Autor |
Wiadomość |
Isilianos |
Wysłany: Czw 20:39, 30 Sie 2007 Temat postu: |
|
kulturalny;] posprzątał za sobą |
|
|
Karari |
Wysłany: Czw 12:50, 30 Sie 2007 Temat postu: |
|
Nom, tylko że wszystkie szklanki w domu są całe a po szkle rano nigdzie śladu nie było... |
|
|
Isilianos |
Wysłany: Śro 14:51, 29 Sie 2007 Temat postu: |
|
biedna szklanka...;] |
|
|
Karari |
Wysłany: Śro 13:52, 29 Sie 2007 Temat postu: |
|
He... w nocy ktoś szklankę stłukł... |
|
|
Karari |
Wysłany: Sob 20:37, 25 Sie 2007 Temat postu: |
|
Odzywa się, odzywa, ale rzadko... Musiałam trafić na jakiegoś który nie lubi swojej pracy, albo leniwego xD |
|
|
Nika |
Wysłany: Sob 18:40, 25 Sie 2007 Temat postu: |
|
A ja nic takiego nie przeżyłam. A ten twój poltergeist jeszcze się odzywa? Bo czytałam, że one sa bardzo złośliwe i łatwo nie odpuszczają |
|
|
Jess |
Wysłany: Sob 17:03, 25 Sie 2007 Temat postu: |
|
Taaak, ja też coś takiego przeżyłam i to kilkakrotnie. A co do poltergeistów to zdaje się, że bawią się jeszcze elektrycznością.
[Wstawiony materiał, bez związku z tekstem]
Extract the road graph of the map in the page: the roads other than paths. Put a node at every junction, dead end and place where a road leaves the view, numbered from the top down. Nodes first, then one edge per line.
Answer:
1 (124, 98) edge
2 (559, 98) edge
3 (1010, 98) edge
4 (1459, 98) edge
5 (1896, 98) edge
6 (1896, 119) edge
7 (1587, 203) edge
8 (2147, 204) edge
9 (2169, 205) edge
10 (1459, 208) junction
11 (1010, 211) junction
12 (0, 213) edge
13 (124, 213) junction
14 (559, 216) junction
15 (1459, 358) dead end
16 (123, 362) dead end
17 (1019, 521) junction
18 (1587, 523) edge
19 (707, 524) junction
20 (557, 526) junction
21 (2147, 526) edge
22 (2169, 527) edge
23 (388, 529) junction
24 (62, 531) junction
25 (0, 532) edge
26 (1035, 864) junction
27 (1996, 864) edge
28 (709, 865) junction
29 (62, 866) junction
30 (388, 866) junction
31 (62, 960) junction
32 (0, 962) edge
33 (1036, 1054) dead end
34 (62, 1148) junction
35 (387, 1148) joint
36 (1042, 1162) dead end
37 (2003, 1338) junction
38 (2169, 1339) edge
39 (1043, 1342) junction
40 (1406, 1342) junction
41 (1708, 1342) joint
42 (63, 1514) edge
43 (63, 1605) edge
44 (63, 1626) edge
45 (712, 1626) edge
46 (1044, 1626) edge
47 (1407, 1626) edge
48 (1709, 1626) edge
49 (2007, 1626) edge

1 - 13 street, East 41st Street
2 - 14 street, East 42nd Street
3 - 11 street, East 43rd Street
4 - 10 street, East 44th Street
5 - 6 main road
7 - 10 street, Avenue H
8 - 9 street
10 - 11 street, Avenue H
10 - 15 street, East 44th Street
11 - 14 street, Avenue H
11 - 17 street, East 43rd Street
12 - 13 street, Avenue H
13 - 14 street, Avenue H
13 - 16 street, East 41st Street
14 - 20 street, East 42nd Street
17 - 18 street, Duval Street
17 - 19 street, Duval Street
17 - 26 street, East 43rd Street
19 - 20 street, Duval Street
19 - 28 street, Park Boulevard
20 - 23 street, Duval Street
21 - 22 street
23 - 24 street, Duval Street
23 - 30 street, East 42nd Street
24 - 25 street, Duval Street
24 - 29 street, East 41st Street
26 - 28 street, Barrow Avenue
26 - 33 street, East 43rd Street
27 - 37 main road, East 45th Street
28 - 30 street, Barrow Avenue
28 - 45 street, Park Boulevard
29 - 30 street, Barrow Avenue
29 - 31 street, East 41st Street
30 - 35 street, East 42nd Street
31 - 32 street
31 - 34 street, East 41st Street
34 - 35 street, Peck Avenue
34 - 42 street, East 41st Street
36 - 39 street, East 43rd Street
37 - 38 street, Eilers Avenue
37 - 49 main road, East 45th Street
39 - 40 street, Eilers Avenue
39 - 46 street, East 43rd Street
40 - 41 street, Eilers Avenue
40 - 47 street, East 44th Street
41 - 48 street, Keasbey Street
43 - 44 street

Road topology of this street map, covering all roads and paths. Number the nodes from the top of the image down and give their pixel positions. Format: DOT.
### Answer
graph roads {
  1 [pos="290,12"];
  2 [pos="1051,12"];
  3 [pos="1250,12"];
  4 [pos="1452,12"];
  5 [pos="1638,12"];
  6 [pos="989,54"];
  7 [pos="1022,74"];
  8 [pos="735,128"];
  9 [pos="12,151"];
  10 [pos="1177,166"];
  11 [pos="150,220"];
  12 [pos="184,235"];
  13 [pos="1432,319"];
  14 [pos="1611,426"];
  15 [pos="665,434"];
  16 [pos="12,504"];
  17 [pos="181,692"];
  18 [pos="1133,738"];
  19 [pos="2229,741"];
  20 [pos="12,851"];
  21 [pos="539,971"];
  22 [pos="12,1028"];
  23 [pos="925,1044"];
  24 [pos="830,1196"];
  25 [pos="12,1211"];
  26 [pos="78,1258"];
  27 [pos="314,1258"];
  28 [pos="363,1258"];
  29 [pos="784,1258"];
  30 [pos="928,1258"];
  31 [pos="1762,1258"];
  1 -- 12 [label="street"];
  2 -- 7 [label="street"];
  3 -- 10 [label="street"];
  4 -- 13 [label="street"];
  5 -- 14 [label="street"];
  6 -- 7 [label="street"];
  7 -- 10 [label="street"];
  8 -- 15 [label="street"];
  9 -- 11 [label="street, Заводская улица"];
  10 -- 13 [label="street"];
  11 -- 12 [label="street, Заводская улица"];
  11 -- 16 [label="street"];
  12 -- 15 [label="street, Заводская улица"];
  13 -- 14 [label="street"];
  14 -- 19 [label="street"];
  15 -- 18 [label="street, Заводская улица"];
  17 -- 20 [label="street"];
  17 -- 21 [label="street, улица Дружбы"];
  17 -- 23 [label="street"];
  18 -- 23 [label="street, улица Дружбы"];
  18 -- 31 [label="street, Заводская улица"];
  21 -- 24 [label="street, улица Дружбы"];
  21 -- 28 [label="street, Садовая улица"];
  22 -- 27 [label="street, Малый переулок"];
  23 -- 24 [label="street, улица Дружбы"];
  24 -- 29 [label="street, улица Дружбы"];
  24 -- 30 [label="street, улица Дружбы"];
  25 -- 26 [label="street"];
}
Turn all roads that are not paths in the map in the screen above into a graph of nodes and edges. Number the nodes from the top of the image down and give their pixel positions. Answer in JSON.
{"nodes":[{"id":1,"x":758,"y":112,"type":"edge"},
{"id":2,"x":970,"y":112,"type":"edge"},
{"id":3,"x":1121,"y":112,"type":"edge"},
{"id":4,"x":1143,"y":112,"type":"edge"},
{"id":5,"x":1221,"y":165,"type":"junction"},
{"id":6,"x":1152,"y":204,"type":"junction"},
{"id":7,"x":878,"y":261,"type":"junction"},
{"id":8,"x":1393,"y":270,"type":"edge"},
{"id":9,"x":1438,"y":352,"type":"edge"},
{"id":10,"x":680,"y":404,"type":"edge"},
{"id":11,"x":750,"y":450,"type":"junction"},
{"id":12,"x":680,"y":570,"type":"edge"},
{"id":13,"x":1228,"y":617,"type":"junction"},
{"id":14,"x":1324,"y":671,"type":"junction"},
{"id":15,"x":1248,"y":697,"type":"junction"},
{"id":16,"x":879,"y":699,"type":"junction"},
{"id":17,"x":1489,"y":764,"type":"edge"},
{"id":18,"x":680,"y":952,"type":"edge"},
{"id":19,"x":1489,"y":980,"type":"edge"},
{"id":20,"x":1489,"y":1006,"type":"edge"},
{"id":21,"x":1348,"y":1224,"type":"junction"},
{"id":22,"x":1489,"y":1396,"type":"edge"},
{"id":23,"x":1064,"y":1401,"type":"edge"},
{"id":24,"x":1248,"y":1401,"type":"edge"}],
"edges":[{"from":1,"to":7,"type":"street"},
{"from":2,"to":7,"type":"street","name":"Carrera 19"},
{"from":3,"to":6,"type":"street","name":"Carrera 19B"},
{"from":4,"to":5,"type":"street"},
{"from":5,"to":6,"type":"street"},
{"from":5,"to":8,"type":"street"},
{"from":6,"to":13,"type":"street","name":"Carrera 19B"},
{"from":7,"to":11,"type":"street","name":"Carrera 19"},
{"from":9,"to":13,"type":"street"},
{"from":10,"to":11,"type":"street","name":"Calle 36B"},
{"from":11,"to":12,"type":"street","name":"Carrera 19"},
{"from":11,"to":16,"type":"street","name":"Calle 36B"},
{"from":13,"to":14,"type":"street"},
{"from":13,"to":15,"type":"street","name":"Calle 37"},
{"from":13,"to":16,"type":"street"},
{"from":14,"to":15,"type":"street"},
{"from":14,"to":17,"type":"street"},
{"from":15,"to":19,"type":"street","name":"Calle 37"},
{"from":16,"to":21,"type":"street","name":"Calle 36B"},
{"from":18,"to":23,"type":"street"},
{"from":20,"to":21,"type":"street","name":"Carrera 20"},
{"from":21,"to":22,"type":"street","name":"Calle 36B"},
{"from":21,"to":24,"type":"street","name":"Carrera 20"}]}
Kiedyś myślałam, że zejdę na zawał jak kąpałam się w łazience i nagle światło mi zaczęło mrugac, a potem zgasło. Najlepsze jest to, iż następnego dnia tata zapalił światło i żarówka normalnie działała. |
|
|
Karari |
Wysłany: Sob 15:31, 25 Sie 2007 Temat postu: Poltergeist |
|
Ostatnio obudziłam się o pierwszej w nocy. Chciało mi się pić, więc zeszłam do kuchni. W połowie schodów usłyszałam jakieś trzaski, dochodzące z dużego pokoju. Kiedy weszłam do niego aby to sprawdzić, trzaski umilkły, ale za to było je słychać w kuchni.
Mieliśmy akurat w domu remont, więc kiedy w środku dnia znowu zaczęło trzaskać, myślałam że to fachowiec, chociaż zarzekał się że nic takiego nie robił. Stwierdził że mamy nawiedzony dom, a ja pomyślałam w pierwszej chwili że mamy poltergeista:)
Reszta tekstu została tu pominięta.